In solid meningiomas the sensitivity of a CT brain scan is virtually 100% and the specificity is 90%, however, with cystic meningiomas, the diagnosis is made pre-operatively in less than 38% of cases. The presence of an enhancing nodule within a large cystic mass is a differential diagnosis along with other more common intracranial lesions like pilocytic astrocytoma and hemangioblastoma, especially in young adults, in which the appearances are similar. The commonest location of cystic meningiomas is in the cerebral convexity[2, 5] particularly in the frontal and parietal regions. The cerebral falx is the second most frequent location. In this case, the location of the lesion in the posterior cranial fossa and adjacent to the 4th ventricle, makes it difficult to determine radiologically whether the lesion is extra-axial or intra-axial.
Classically the MR imaging characteristics of a cystic meningioma have been described as an extra-axial lesion with enhancement of solid component and presence of a dural tail, which is thought to be due to increased vascularity and venous congestion within the adjacent meninges. In this case, the post-processed multiplanar MRI views showed that the lesion appeared to lie adjacent to the posterior falx, thus suggesting the possibility of an extradural origin. However, it did not exhibit any dural or cyst wall enhancement. Because a hemangioblastoma commonly presents as a well-circumscribed tumor with a solid mural nodule within a large cystic cavity, the difficulty of a radiological diagnosis arose. Furthermore, hemangioblastomas are typically found in the cerebellum in 83% to 86% of cases whereas cystic meningiomas are commonly found at the cerebral convexities, particularly at the frontoparietal regions.

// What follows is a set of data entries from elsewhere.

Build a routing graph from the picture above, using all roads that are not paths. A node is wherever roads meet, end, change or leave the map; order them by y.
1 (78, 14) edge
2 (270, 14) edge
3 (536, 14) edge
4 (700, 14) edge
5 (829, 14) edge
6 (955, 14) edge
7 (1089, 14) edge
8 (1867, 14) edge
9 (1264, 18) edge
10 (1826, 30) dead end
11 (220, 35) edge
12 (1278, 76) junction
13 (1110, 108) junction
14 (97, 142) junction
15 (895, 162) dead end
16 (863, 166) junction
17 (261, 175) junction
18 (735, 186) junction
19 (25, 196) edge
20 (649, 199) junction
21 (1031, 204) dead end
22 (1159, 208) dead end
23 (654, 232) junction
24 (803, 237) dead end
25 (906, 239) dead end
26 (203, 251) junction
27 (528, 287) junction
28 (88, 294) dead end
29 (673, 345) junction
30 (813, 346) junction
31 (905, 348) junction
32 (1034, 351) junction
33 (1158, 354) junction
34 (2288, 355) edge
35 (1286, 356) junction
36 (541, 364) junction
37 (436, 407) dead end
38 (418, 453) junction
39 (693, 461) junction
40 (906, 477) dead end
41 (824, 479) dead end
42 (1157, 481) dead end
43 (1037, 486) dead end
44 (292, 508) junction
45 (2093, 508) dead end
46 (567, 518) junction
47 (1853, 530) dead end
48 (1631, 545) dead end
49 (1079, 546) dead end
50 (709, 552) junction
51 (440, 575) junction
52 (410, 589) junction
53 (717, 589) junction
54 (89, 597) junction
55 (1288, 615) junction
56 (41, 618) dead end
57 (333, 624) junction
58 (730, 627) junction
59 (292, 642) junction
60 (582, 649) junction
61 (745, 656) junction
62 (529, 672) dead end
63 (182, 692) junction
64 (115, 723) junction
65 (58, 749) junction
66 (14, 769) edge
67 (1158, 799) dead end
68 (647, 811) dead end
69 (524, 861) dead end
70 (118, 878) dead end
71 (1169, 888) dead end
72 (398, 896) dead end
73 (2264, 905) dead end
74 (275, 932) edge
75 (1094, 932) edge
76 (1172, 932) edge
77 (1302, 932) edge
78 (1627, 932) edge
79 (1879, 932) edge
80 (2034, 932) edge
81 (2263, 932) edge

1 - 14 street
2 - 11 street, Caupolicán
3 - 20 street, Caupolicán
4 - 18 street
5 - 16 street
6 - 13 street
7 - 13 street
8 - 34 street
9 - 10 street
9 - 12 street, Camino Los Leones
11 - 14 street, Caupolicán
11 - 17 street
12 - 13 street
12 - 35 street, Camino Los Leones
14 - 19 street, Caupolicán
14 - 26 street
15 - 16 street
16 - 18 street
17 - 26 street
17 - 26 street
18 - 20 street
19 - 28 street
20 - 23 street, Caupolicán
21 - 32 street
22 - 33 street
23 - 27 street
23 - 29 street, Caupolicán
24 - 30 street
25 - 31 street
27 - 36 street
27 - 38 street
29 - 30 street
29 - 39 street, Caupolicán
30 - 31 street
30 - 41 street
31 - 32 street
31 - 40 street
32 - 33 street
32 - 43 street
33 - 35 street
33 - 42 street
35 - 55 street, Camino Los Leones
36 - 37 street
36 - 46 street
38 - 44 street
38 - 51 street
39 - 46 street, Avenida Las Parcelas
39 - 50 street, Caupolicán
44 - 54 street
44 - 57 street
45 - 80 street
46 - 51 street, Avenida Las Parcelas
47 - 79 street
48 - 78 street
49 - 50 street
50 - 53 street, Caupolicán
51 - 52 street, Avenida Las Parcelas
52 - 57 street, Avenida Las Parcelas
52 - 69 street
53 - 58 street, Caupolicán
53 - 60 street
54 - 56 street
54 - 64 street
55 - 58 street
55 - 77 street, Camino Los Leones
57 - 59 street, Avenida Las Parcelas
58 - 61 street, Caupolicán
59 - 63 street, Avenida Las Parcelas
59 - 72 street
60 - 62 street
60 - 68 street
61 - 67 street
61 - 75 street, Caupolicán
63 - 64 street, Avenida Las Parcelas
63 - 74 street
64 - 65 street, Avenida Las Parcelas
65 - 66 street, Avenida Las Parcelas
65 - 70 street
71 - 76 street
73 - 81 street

Odake describes three cases of cystic meningioma investigated by MRI and stated that “cystic meningiomas may not be differentiated from partly enhanced glioma or metastasis on MRI because of their non-enhanced cyst and focal oedema”.

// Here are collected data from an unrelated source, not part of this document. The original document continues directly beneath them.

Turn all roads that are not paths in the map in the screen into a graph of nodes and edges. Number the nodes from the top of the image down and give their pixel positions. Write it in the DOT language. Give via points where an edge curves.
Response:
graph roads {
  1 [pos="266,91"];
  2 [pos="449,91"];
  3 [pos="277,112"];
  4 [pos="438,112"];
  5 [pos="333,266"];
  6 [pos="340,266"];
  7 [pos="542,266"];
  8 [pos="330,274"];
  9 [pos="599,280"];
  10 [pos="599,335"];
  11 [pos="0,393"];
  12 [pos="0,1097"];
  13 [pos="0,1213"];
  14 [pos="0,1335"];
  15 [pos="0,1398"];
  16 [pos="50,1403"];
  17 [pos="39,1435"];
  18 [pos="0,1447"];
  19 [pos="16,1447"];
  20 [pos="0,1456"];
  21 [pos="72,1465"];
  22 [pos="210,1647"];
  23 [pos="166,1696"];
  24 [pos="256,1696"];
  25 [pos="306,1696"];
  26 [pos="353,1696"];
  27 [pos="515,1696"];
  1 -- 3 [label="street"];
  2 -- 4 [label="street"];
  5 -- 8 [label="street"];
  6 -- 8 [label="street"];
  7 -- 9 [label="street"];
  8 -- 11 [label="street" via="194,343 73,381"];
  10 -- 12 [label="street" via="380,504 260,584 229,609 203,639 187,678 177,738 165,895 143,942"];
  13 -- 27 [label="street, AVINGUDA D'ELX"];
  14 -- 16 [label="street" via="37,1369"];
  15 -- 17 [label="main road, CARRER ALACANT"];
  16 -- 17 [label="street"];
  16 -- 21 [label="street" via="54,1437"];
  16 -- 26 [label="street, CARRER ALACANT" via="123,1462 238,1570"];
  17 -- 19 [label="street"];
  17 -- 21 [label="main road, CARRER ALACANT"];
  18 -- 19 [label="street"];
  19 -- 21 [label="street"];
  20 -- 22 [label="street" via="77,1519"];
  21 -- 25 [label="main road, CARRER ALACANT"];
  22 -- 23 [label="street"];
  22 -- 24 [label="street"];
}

An MRS of the enhancing solid component in this cystic meningioma did not help in differentiating between cystic meningioma and hemangioblastoma as both tumors showed an almost similar reduced N-acetylaspartate peak with increased choline-to-creatine ratio. It has been reported that the presence of high mobile lipid on proton MRS is more suggestive of hemangioblastoma, which was not seen in this case. However, the lipid peak on the MRS is non-specific and is also observed in other high-grade tumors such as high-grade gliomas, metastatic tumor, and anaplastic meningioma.
In benign cystic meningiomas pertaining to the infratentorial variety, radiological findings utilizing the various MRI sequences and MRS and intraoperative impressions may not be reflective or in keeping with the final histopathological diagnosis.
Written informed consent was obtained from our patient for the publication of this case report and any accompanying images. A copy of the written consent is available for review by the Editor-in-Chief of this journal.